What you need to do:
Each entry needs to be reproduced exactly, with none left out.

= Beginning of Section =

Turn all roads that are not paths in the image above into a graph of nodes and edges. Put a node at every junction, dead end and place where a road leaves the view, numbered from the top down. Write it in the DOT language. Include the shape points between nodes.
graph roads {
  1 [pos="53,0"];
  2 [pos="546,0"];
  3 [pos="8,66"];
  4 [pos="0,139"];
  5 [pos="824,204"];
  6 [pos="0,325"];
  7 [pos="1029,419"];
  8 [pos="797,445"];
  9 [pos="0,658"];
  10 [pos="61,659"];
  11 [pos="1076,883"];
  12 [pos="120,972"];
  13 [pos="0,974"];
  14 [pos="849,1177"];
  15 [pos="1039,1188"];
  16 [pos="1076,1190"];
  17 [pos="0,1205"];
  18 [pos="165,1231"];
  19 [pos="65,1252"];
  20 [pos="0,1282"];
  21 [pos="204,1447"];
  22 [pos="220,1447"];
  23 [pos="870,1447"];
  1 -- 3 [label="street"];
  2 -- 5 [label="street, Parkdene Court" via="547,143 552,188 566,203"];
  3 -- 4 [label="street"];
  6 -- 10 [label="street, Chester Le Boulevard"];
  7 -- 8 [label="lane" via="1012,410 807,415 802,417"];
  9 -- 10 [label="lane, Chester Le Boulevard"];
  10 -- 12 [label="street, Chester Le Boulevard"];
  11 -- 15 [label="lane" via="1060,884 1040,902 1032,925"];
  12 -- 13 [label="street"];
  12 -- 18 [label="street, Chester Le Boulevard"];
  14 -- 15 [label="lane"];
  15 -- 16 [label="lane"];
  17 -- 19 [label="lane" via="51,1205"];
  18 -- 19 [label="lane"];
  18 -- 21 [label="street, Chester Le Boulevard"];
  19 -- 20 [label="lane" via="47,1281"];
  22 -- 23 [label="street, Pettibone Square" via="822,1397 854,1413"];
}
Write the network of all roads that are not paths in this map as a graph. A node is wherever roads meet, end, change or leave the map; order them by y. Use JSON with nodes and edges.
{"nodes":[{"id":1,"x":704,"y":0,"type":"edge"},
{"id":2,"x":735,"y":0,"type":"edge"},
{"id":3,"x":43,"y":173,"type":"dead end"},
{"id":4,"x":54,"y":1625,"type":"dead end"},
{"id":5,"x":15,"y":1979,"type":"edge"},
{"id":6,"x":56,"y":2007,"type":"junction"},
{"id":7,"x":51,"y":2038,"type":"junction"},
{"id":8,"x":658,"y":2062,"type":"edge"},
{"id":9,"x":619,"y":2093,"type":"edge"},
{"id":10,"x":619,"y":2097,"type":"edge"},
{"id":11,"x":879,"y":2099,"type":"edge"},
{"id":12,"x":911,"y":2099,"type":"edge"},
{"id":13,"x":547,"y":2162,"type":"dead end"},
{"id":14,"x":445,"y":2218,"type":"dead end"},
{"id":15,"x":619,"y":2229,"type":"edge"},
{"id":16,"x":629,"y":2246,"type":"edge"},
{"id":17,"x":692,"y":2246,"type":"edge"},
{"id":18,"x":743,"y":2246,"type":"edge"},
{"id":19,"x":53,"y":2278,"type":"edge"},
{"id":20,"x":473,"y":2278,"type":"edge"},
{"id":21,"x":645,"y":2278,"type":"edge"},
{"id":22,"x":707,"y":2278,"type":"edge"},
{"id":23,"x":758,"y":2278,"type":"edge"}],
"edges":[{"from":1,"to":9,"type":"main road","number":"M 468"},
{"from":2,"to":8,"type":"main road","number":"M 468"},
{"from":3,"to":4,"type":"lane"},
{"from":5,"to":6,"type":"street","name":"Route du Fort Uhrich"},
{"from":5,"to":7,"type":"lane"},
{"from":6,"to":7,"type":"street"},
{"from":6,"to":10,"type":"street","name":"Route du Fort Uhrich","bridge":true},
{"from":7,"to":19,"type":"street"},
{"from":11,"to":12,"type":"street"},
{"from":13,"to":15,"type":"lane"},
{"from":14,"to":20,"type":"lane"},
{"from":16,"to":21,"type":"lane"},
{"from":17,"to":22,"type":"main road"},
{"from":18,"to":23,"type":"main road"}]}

= End of Section =

Response for this exercise:
Turn all roads that are not paths in the image above into a graph of nodes and edges. Put a node at every junction, dead end and place where a road leaves the view, numbered from the top down. Write it in the DOT language. Include the shape points between nodes.
graph roads {
  1 [pos="53,0"];
  2 [pos="546,0"];
  3 [pos="8,66"];
  4 [pos="0,139"];
  5 [pos="824,204"];
  6 [pos="0,325"];
  7 [pos="1029,419"];
  8 [pos="797,445"];
  9 [pos="0,658"];
  10 [pos="61,659"];
  11 [pos="1076,883"];
  12 [pos="120,972"];
  13 [pos="0,974"];
  14 [pos="849,1177"];
  15 [pos="1039,1188"];
  16 [pos="1076,1190"];
  17 [pos="0,1205"];
  18 [pos="165,1231"];
  19 [pos="65,1252"];
  20 [pos="0,1282"];
  21 [pos="204,1447"];
  22 [pos="220,1447"];
  23 [pos="870,1447"];
  1 -- 3 [label="street"];
  2 -- 5 [label="street, Parkdene Court" via="547,143 552,188 566,203"];
  3 -- 4 [label="street"];
  6 -- 10 [label="street, Chester Le Boulevard"];
  7 -- 8 [label="lane" via="1012,410 807,415 802,417"];
  9 -- 10 [label="lane, Chester Le Boulevard"];
  10 -- 12 [label="street, Chester Le Boulevard"];
  11 -- 15 [label="lane" via="1060,884 1040,902 1032,925"];
  12 -- 13 [label="street"];
  12 -- 18 [label="street, Chester Le Boulevard"];
  14 -- 15 [label="lane"];
  15 -- 16 [label="lane"];
  17 -- 19 [label="lane" via="51,1205"];
  18 -- 19 [label="lane"];
  18 -- 21 [label="street, Chester Le Boulevard"];
  19 -- 20 [label="lane" via="47,1281"];
  22 -- 23 [label="street, Pettibone Square" via="822,1397 854,1413"];
}
Write the network of all roads that are not paths in this map as a graph. A node is wherever roads meet, end, change or leave the map; order them by y. Use JSON with nodes and edges.
{"nodes":[{"id":1,"x":704,"y":0,"type":"edge"},
{"id":2,"x":735,"y":0,"type":"edge"},
{"id":3,"x":43,"y":173,"type":"dead end"},
{"id":4,"x":54,"y":1625,"type":"dead end"},
{"id":5,"x":15,"y":1979,"type":"edge"},
{"id":6,"x":56,"y":2007,"type":"junction"},
{"id":7,"x":51,"y":2038,"type":"junction"},
{"id":8,"x":658,"y":2062,"type":"edge"},
{"id":9,"x":619,"y":2093,"type":"edge"},
{"id":10,"x":619,"y":2097,"type":"edge"},
{"id":11,"x":879,"y":2099,"type":"edge"},
{"id":12,"x":911,"y":2099,"type":"edge"},
{"id":13,"x":547,"y":2162,"type":"dead end"},
{"id":14,"x":445,"y":2218,"type":"dead end"},
{"id":15,"x":619,"y":2229,"type":"edge"},
{"id":16,"x":629,"y":2246,"type":"edge"},
{"id":17,"x":692,"y":2246,"type":"edge"},
{"id":18,"x":743,"y":2246,"type":"edge"},
{"id":19,"x":53,"y":2278,"type":"edge"},
{"id":20,"x":473,"y":2278,"type":"edge"},
{"id":21,"x":645,"y":2278,"type":"edge"},
{"id":22,"x":707,"y":2278,"type":"edge"},
{"id":23,"x":758,"y":2278,"type":"edge"}],
"edges":[{"from":1,"to":9,"type":"main road","number":"M 468"},
{"from":2,"to":8,"type":"main road","number":"M 468"},
{"from":3,"to":4,"type":"lane"},
{"from":5,"to":6,"type":"street","name":"Route du Fort Uhrich"},
{"from":5,"to":7,"type":"lane"},
{"from":6,"to":7,"type":"street"},
{"from":6,"to":10,"type":"street","name":"Route du Fort Uhrich","bridge":true},
{"from":7,"to":19,"type":"street"},
{"from":11,"to":12,"type":"street"},
{"from":13,"to":15,"type":"lane"},
{"from":14,"to":20,"type":"lane"},
{"from":16,"to":21,"type":"lane"},
{"from":17,"to":22,"type":"main road"},
{"from":18,"to":23,"type":"main road"}]}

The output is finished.